Saturday, September 20, 2014

Defiant Jurors:Citizens dodging Jury Duty

Across the country courts are cracking down on potential jurors trying to escape their "civic duty" of serving on a jury. Jury Commissioner, Daniel Rendine, from Philadelphia stated that potential jurors not showing up has “becom[e] a major problem” for the city. More than a third of all Philadelphia residents that are summoned for duty do not respond. This lack of juror summons response has forced the court to reduce its jury pool. Rendine explained that due to potential jurors not responding to the summons, this has cost the city hundreds of thousands of dollars to mail and re-mail multiple summonses to potential jurors who do not respond the first time.
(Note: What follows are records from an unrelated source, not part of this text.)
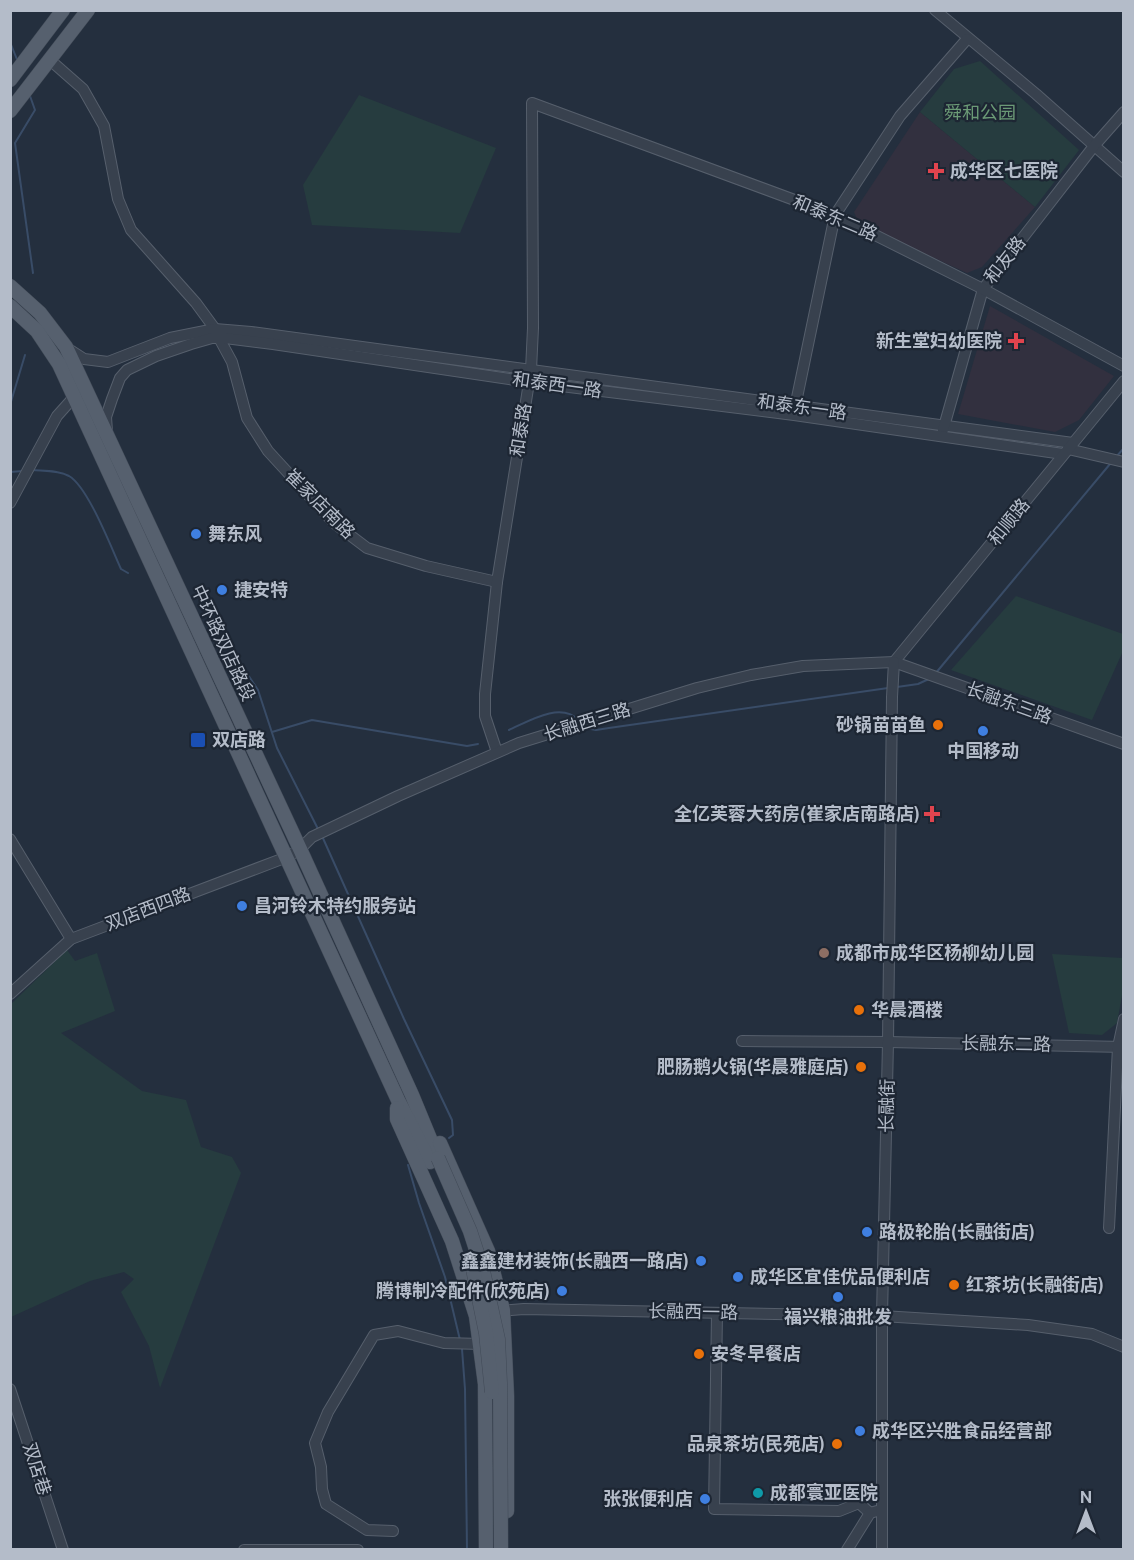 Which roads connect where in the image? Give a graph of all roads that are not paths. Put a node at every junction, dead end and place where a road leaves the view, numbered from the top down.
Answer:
1 (63, 10) edge
2 (88, 10) edge
3 (935, 10) edge
4 (967, 39) junction
5 (50, 60) junction
6 (10, 80) edge
7 (532, 103) joint
8 (14, 107) edge
9 (1124, 112) edge
10 (1094, 146) junction
11 (1124, 172) edge
12 (835, 215) junction
13 (10, 286) edge
14 (983, 289) junction
15 (10, 306) edge
16 (217, 334) junction
17 (66, 348) junction
18 (1124, 366) edge
19 (530, 376) junction
20 (1124, 381) edge
21 (74, 397) junction
22 (795, 410) junction
23 (943, 431) junction
24 (107, 437) junction
25 (1068, 449) junction
26 (1124, 462) edge
27 (10, 503) edge
28 (497, 582) junction
29 (894, 662) junction
30 (1124, 744) edge
31 (497, 752) junction
32 (10, 839) edge
33 (300, 849) junction
34 (287, 857) junction
35 (71, 939) junction
36 (10, 994) edge
37 (1124, 1018) edge
38 (742, 1041) dead end
39 (888, 1042) junction
40 (1121, 1047) edge
41 (412, 1095) junction
42 (398, 1100) junction
43 (434, 1160) junction
44 (1109, 1228) dead end
45 (503, 1310) junction
46 (717, 1313) junction
47 (476, 1316) junction
48 (882, 1316) junction
49 (481, 1344) junction
50 (1124, 1347) edge
51 (10, 1389) edge
52 (882, 1510) junction
53 (870, 1513) junction
54 (393, 1531) dead end
55 (63, 1550) edge
56 (244, 1550) edge
57 (358, 1550) edge
58 (486, 1550) edge
59 (492, 1550) edge
60 (501, 1550) edge
61 (507, 1550) edge
62 (847, 1550) edge
63 (882, 1550) edge

1 - 6 main road
2 - 5 main road
3 - 4 street
4 - 10 street
4 - 12 street
5 - 8 main road
5 - 16 street, 崔家店南路
7 - 12 street, 和泰东二路
7 - 19 street, 和泰路
9 - 10 street, 和友路
10 - 11 street
10 - 14 street, 和友路
12 - 14 street, 和泰东二路
12 - 22 street
13 - 17 main road, 中环路双店路段
14 - 18 street, 和泰东二路
14 - 23 street, 和友路
15 - 21 main road, 中环路双店路段
16 - 17 street, 和泰西一路
16 - 19 street, 和泰西一路
16 - 24 street, 和泰西一路
16 - 28 street, 崔家店南路
17 - 24 main road, 中环路双店路段
19 - 22 street, 和泰东一路
19 - 28 street, 和泰路
20 - 25 street, 和顺路
21 - 27 street
21 - 34 main road, 中环路双店路段
22 - 23 street
23 - 25 street
24 - 33 main road, 中环路双店路段
25 - 26 street
25 - 29 street, 和顺路
28 - 31 street, 和泰路
29 - 30 street, 长融东三路
29 - 31 street, 长融西三路
29 - 39 street, 长融街
31 - 33 street, 长融西三路
32 - 35 street
33 - 34 street, 双店西四路
33 - 41 main road, 中环路双店路段
34 - 35 street, 双店西四路
34 - 42 main road, 中环路双店路段
35 - 36 street, 双店西四路
37 - 40 street
38 - 39 street, 长融东二路
39 - 40 street, 长融东二路
39 - 48 street, 长融街
40 - 44 street
41 - 43 main road
41 - 45 main road
42 - 43 main road
42 - 47 main road
43 - 59 main road, bridge
43 - 60 main road, bridge
45 - 46 street, 长融西一路
45 - 47 street, 长融西一路
45 - 61 main road
46 - 48 street, 长融西一路
46 - 53 street
47 - 49 main road
48 - 50 street, 长融西一路
48 - 52 street, 长融街
49 - 54 street
49 - 58 main road
51 - 55 street, 双店巷
52 - 53 street
52 - 63 street, 长融街
53 - 62 street
56 - 57 street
 Recently Judge Minehart of Philadelphia called fifty-two potential jurors who never showed for their jury duty. Out of the fifty-two non-show potential jurors Judge Minehart summoned to his court for their non-compliance of reporting for jury duty, still eighteen people did not report to his court when summoned.These eighteen individuals then had bench warrants issued to have them brought before the court for their defiance. Of the individuals that did appear when summoned to the court for an explanation, most gave frivolous excuses as to why they ignored their original jury summons. Frustrated, Judge Minehart told one of the no-show jurors, “[w]e don’t think you belong on a jury. We don’t want you on jury. We want good citizens on a jury.” Since publicly summoning these fifty-two individuals to the court, there has been an increase in phone calls of people checking to see when they are scheduled for jury duty.

Jurors not showing up for their civic duty has gone a step further in one Michigan court. After the jury had been selected, nine of the jurors selected to serve on the jury did not show for jury duty for the first day of trial. The attorneys were ready, witnesses were there, but the trial could not begin because there was not enough jury members present to hold the trial. Irate, the Judge issued contempt of court charges against the jurors and eight of the nine were given six weeks of community service while one juror who did not answer the contempt of court had a bench warrant issued.

One reason individuals may not be reporting for their jury duty is due the inconvenience of serving on a jury. People are more apt to agree with the idealistic view of the right to have a jury, but find it personally inconvenient when they are asked to take time out of their day and serve their civic duty.  This disconnect may be analogized to the disconnect between the pride American citizens take in our military and the low enlistment rates. Most Americans appreciate the military and find it honorable of those that serve our county; however, many Americans have little to no interest in serving in the military themselves. As of 2011, the United States Department of Defense stated that currently [as of 2011], a smaller percentage of Americans serve in the armed forces than at any time since the peacetime era between World War I and World War II.

Additionally, individuals are not reporting for their jury duty due to the general public having little fear of repercussion for not reporting. Due to the lack of enforcement, individuals joke about how they plan to get out of jury duty and openly discuss how they never reported. However,it has been found that when courts take the time to crack down on individuals who do not report for their jury duty, the number of jury summons answered and/or individuals checking the status of their jury duty tends to improve.

In order to encourage more individuals to serve, allow for better representativeness, and to cut down on court costs of re-sending jury summons the courts should consider enforcing more sanctions for jurors failing to report for their jury duty.Furthermore, if individuals are made aware of the consequences for not reporting for jury duty, they may be more likely to report for jury duty even if they find it inconvenient.